Question

How many moles of Al2O3 are formed from the reaction of 6.38*10^-3 mol of O2 and 9.15*10^-3 mol of Al?

Answer 1

4.58*10^-3 moles of Al2O3 will be produced.

1st) It is necessary to write the balanced equation:

`4Al+3O_2\text{ }\rightarrow2Al_2O_3`

From the balanced equation we know that 4 moles of Al react with 3 moles of O2.

2nd) Now it is necessary to find out the limiting reactant of the reaction, using the 6.38*10^-3 moles of O2 and 9.15*10^-3 moles of Al given.

With the moles in the balanced equation and the moles given we can calculate the limiting reactant:

`\begin{gathered} 4molAl-3molO_2_{} \\ 9.15\cdot10^(-3)molAl-x=(9.15\cdot10^(-3)molAl\cdot3molO_2)/(4molAl) \\ x=6.86\cdot10^(-3)molO_2 \end{gathered}`

Now we can see that 9.15*10^-3 moles of Al will need 6.86*10^-3 moles of O2, but we only have 6.38*10^-3 moles of O2, so as the amount of oxygen is not enough, O2 will be the limiting reactant.
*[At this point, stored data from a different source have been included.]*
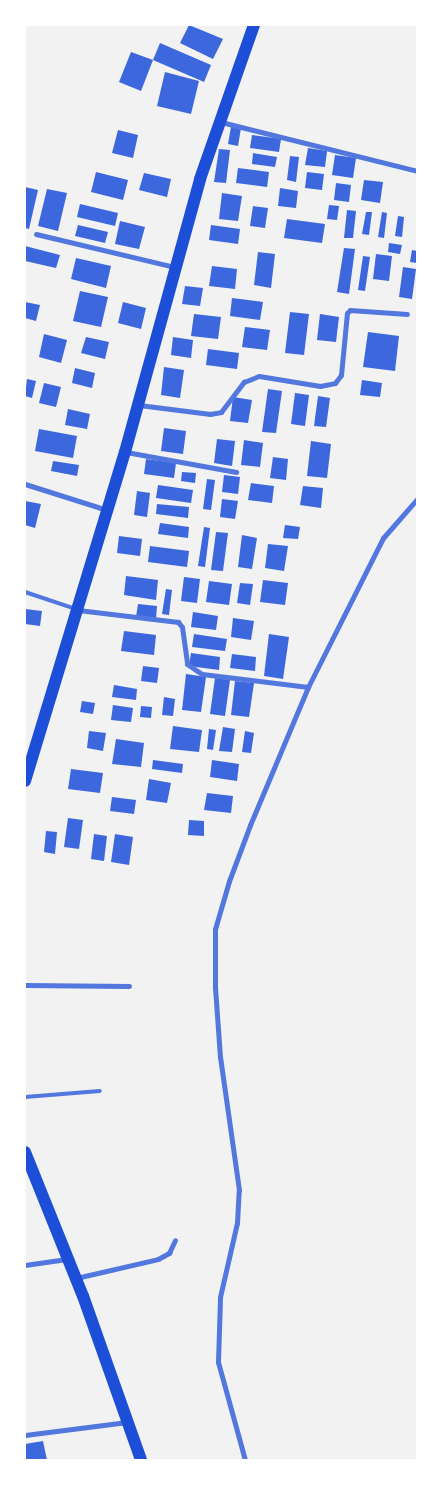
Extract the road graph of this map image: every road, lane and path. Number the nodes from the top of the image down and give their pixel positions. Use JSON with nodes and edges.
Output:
{"nodes":[{"id":1,"x":254,"y":25,"type":"edge"},
{"id":2,"x":218,"y":122,"type":"junction"},
{"id":3,"x":417,"y":171,"type":"edge"},
{"id":4,"x":36,"y":234,"type":"dead end"},
{"id":5,"x":175,"y":267,"type":"junction"},
{"id":6,"x":407,"y":314,"type":"dead end"},
{"id":7,"x":138,"y":405,"type":"junction"},
{"id":8,"x":126,"y":452,"type":"junction"},
{"id":9,"x":236,"y":472,"type":"dead end"},
{"id":10,"x":25,"y":484,"type":"edge"},
{"id":11,"x":417,"y":498,"type":"edge"},
{"id":12,"x":107,"y":510,"type":"junction"},
{"id":13,"x":25,"y":592,"type":"edge"},
{"id":14,"x":78,"y":609,"type":"junction"},
{"id":15,"x":308,"y":687,"type":"junction"},
{"id":16,"x":25,"y":781,"type":"edge"},
{"id":17,"x":25,"y":985,"type":"edge"},
{"id":18,"x":129,"y":986,"type":"dead end"},
{"id":19,"x":100,"y":1091,"type":"dead end"},
{"id":20,"x":25,"y":1097,"type":"edge"},
{"id":21,"x":25,"y":1152,"type":"edge"},
{"id":22,"x":175,"y":1240,"type":"dead end"},
{"id":23,"x":67,"y":1259,"type":"junction"},
{"id":24,"x":25,"y":1265,"type":"edge"},
{"id":25,"x":75,"y":1278,"type":"junction"},
{"id":26,"x":128,"y":1422,"type":"junction"},
{"id":27,"x":25,"y":1435,"type":"edge"},
{"id":28,"x":141,"y":1460,"type":"edge"},
{"id":29,"x":245,"y":1460,"type":"edge"}],
"edges":[{"from":1,"to":2,"type":"main road"},
{"from":2,"to":3,"type":"street"},
{"from":2,"to":5,"type":"main road"},
{"from":4,"to":5,"type":"street"},
{"from":5,"to":7,"type":"main road"},
{"from":6,"to":7,"type":"street"},
{"from":7,"to":8,"type":"main road"},
{"from":8,"to":9,"type":"street"},
{"from":8,"to":12,"type":"main road"},
{"from":10,"to":12,"type":"street"},
{"from":11,"to":15,"type":"street"},
{"from":12,"to":14,"type":"main road"},
{"from":13,"to":14,"type":"lane"},
{"from":14,"to":15,"type":"street"},
{"from":14,"to":16,"type":"main road"},
{"from":15,"to":29,"type":"street"},
{"from":17,"to":18,"type":"street"},
{"from":19,"to":20,"type":"lane"},
{"from":21,"to":23,"type":"main road"},
{"from":22,"to":25,"type":"street"},
{"from":23,"to":24,"type":"street"},
{"from":23,"to":25,"type":"main road"},
{"from":25,"to":26,"type":"main road"},
{"from":26,"to":27,"type":"street"},
{"from":26,"to":28,"type":"main road"}]}
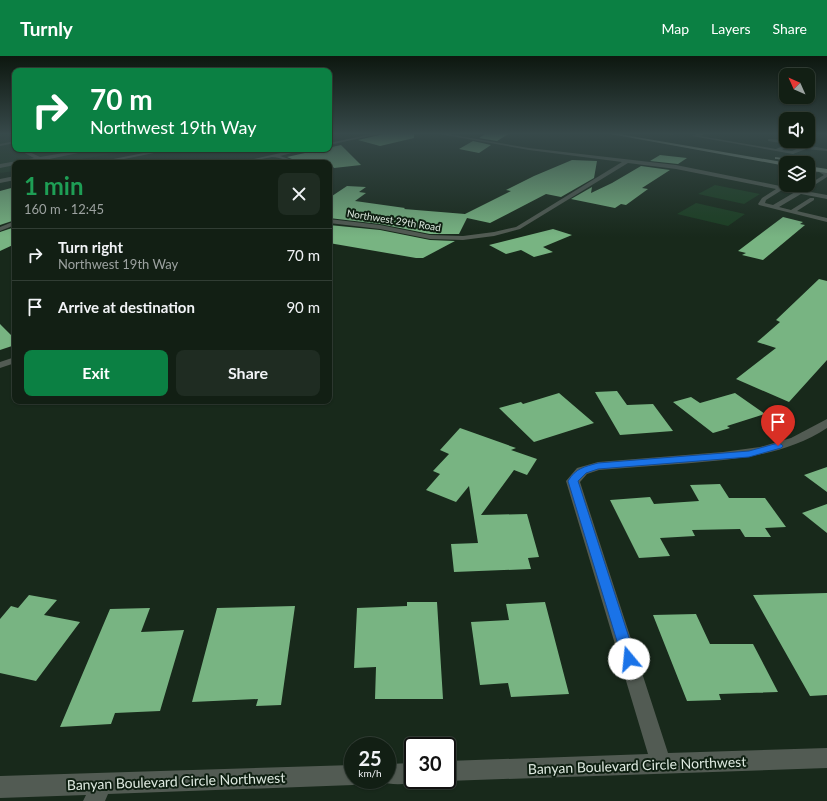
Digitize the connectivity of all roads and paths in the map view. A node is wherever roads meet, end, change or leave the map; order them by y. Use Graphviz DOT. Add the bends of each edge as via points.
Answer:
graph roads {
  1 [pos="616,168"];
  2 [pos="680,168"];
  3 [pos="815,169"];
  4 [pos="815,170"];
  5 [pos="820,170"];
  6 [pos="827,170"];
  7 [pos="12,179"];
  8 [pos="815,179"];
  9 [pos="0,181"];
  10 [pos="779,185"];
  11 [pos="779,189"];
  12 [pos="797,192"];
  13 [pos="804,192"];
  14 [pos="827,197"];
  15 [pos="812,199"];
  16 [pos="772,208"];
  17 [pos="792,212"];
  18 [pos="827,220"];
  19 [pos="332,221"];
  20 [pos="12,224"];
  21 [pos="0,229"];
  22 [pos="12,361"];
  23 [pos="0,365"];
  24 [pos="827,423"];
  25 [pos="827,758"];
  26 [pos="661,764"];
  27 [pos="456,771"];
  28 [pos="344,776"];
  29 [pos="0,787"];
  30 [pos="97,792"];
  1 -- 19 [label="street, Northwest 29th Road" via="518,228 494,234 463,238 430,237"];
  2 -- 10 [label="street"];
  3 -- 5 [label="main road"];
  4 -- 5 [label="street"];
  5 -- 6 [label="street"];
  6 -- 8 [label="street"];
  7 -- 9 [label="street"];
  11 -- 16 [label="street" via="761,204"];
  12 -- 16 [label="street"];
  13 -- 14 [label="street"];
  15 -- 17 [label="street"];
  16 -- 17 [label="street"];
  17 -- 18 [label="street"];
  20 -- 21 [label="street"];
  22 -- 23 [label="street"];
  24 -- 26 [label="street" via="804,436 749,454 598,466 582,471 573,481"];
  25 -- 26 [label="street, Banyan Boulevard Circle Northwest"];
  26 -- 27 [label="street, Banyan Boulevard Circle Northwest"];
  28 -- 30 [label="street, Banyan Boulevard Circle Northwest"];
  29 -- 30 [label="street, Banyan Boulevard Circle Northwest"];
}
3rd) Using the excess reactant (Al), we can calculate the moles of Al2O3 that will be produced:

`\begin{gathered} 4\text{molAl}-2molAl_2O_3 \\ 9.15\cdot10^(-3)molAl-x=\frac{9.15\cdot10^(-3)molAl\cdot2molAl_2O_3}{4\text{molAl}} \\ \\ x=4.58\cdot10^(-3)molAl_2O_3 \end{gathered}`

Finally, 4.58*10^-3 moles of Al2O3 will be produced.